With 24 000 ha, Germany's second largest growing region offers mostly classic wines such as Riesling, Grey-, and White Riesling, and Portuguese with Mediterranean flair.
1800 hours of sun a year ensure Pfalz's Mediterranean flair, that even lets figs, kiwis, and lemons ripen. The mild climate and proximity to France, that makes sure that a lust for life and enjoyment of the finer things flourishes here, doesn't only offer the people but also the wines optimal conditions. Viniculture has a long tradition in Pfalz and also influenced the landscape here. At 24 000 ha Pfalz is the second largest growing-region in Germany. Quantity as well as quality make wines from Pfalz something special. The vintners are concentrating on the excellent quality of their wines, the ones with more body in the north but hardly steely noble. Real Pfalz wines are usually dry, full, and strong.

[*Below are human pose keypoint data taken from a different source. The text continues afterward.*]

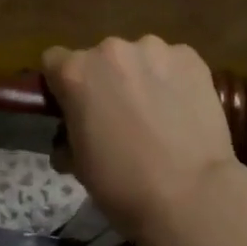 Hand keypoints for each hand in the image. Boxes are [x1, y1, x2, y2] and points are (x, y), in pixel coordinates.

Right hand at [42, 36, 238, 242]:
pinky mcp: (189, 56)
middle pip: (100, 58)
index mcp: (76, 72)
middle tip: (121, 116)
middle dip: (106, 81)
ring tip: (159, 114)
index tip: (75, 107)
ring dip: (141, 77)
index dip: (63, 85)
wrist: (192, 196)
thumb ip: (69, 135)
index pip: (54, 61)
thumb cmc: (124, 187)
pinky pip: (173, 63)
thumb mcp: (79, 165)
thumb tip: (70, 139)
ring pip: (139, 57)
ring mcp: (154, 49)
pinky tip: (184, 111)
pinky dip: (174, 80)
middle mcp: (111, 49)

Riesling is the main vine in Pfalz. It currently takes up 22% of the yards and is increasing. Müller-Thurgau is at second place with 20%, but reducing. The Portuguese ripens early and makes light wines. The Sylvan, which used to be the standard vine at about half the area, only takes up about 7% now. Other types are Morio-Muscat (Sylvan x White Burgundy), Huxel Vine (Gutedel x Courtillier), Ruländer, White Burgundy and the Late Burgundy and Dornfleder for the reds. Many places have increased their offer of sparkling wines and brandy.
Heavy foods are Pfalz's specialty, but many excellent chefs have established themselves here in recent years, that have made small delicious dishes from Pfalz's tradition. The best region to try in is that around the Deutsche Weinstrasse. Every year, on the last Sunday in August, it is closed down to cars, and one can take a 'wine journey' from vintner to vintner by bike, and be spoiled by the hospitality.